И стал расспрашивать меня про дом. Он помнил даже то, что в моей памяти давно выветрилось.
Жены моей уже не было в живых; и от Трезора оставался лишь бугорок земли в саду.
– Как далеко это все, – сказал он. И грусть о прошлом засветилась в его глазах. Я заговорил о нем самом. Он сказал, что был на родине.
– Ну, что ж… деревня?
Он прошелся, как будто не расслышав вопроса. Затем, помолчав:
– Пустая жизнь. Скучная, как дорога… Прямо на смерть направлена.
– С Клюевым виделись?
– Да, да… – Опять помолчал. – Бывают счастливцы!
Я стал прощаться с ним.
– Желаю вам избавиться… – пошутил я, указав на «зубную» боль его.
– Пожелайте мне лучше смерти. Я вам, как отцу духовному, – ответил он в тон. И такой тоской – тоской опустелого дома – повеяло от его слов.
Тут только он мне вручил свое жизнеописание<…>[104] .
Из Ленинграда Есенин, конечно, уехал. Правда, через год я его увидел вновь здесь. Но увидел бездыханным, в коричневом гробу под дуб. Волосы зачесаны были назад. Под глазом ожоги… Я шел за гробом, и странный смысл проступал сквозь ритм его стихов, напоенных кровью:
Говорят, лирический поэт не должен жить долго. Не всегда, конечно, это так. Однако смерть Есенина – поэта, который с таким хмельным чувством вошел в литературу, унаследованным от мужицких предков, и с такой смертной тоской ушел из нее, а вместе с тем из самой жизни, – в самом деле, по-особому связала поэзию его с тем, что было в нем личного. Иван Бунин в своей статье о самородках называл Есенина «хамом», «жуликом», «мерзавцем». Нет, это не так. Мы редко воспринимаем образ поэта в одном фокусе. Этому мешают противоречия, из которых соткан его облик. Если это верно вообще, то особенно верно по отношению к Есенину.
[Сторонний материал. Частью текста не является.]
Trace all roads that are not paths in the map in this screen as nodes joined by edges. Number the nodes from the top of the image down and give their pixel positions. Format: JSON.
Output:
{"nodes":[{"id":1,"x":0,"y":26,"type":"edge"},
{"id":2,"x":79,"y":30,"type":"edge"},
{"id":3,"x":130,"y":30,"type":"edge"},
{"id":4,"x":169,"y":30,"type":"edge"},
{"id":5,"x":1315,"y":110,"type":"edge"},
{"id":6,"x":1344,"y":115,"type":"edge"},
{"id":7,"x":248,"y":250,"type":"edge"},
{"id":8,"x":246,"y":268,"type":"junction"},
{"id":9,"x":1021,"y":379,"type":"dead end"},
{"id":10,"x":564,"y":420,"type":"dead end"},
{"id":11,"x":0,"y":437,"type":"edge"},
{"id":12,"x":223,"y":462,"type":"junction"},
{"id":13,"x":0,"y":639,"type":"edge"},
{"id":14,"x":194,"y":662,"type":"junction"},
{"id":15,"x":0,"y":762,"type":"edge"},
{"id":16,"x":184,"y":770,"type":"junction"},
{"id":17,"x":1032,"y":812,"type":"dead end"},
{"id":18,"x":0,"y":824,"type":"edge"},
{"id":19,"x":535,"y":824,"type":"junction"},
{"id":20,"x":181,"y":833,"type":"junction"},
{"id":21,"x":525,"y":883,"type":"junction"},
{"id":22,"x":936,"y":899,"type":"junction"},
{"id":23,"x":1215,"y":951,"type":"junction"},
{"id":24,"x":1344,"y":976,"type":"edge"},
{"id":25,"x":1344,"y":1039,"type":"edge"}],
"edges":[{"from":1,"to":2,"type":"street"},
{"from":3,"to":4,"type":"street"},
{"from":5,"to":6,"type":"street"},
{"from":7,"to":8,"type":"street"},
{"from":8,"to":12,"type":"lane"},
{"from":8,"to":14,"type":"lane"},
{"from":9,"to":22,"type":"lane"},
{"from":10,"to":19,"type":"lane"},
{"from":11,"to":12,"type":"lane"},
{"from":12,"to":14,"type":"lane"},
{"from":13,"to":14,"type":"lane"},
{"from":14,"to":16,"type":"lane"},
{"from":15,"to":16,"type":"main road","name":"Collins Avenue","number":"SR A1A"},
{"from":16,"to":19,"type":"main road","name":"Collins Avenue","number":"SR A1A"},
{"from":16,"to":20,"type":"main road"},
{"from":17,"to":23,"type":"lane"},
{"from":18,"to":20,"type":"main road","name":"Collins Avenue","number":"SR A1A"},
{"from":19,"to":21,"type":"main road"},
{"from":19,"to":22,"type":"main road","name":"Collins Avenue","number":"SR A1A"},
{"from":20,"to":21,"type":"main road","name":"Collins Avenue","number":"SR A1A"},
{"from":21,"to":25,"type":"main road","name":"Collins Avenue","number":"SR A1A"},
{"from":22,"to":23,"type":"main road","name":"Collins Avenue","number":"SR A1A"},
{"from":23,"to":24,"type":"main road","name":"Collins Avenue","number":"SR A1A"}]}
Но едва он, полный сил и замыслов, лег бездыханным, все, что в нем было противоречивого, слилось в то единое, чем была жива конкретная личность его. Из пьяных мотивов, из стихов скандалиста встал живой Есенин, и едва ли он был жив когда-нибудь так, как был жив в этом коричневом гробу, как жив теперь под бугорком земли.
Августа МИКЛАШЕВСКАЯ
Сложное это было время, бурное, противоречивое…
Во всех концах Москвы – в клубах, в кафе, в театрах – выступали поэты, писатели, художники, режиссеры самых разнообразных направлений. Устраивались бесконечные диспуты. Было в них и много надуманного и нездорового.
Сложная была жизнь и у Сергея Есенина – и творческая, и личная.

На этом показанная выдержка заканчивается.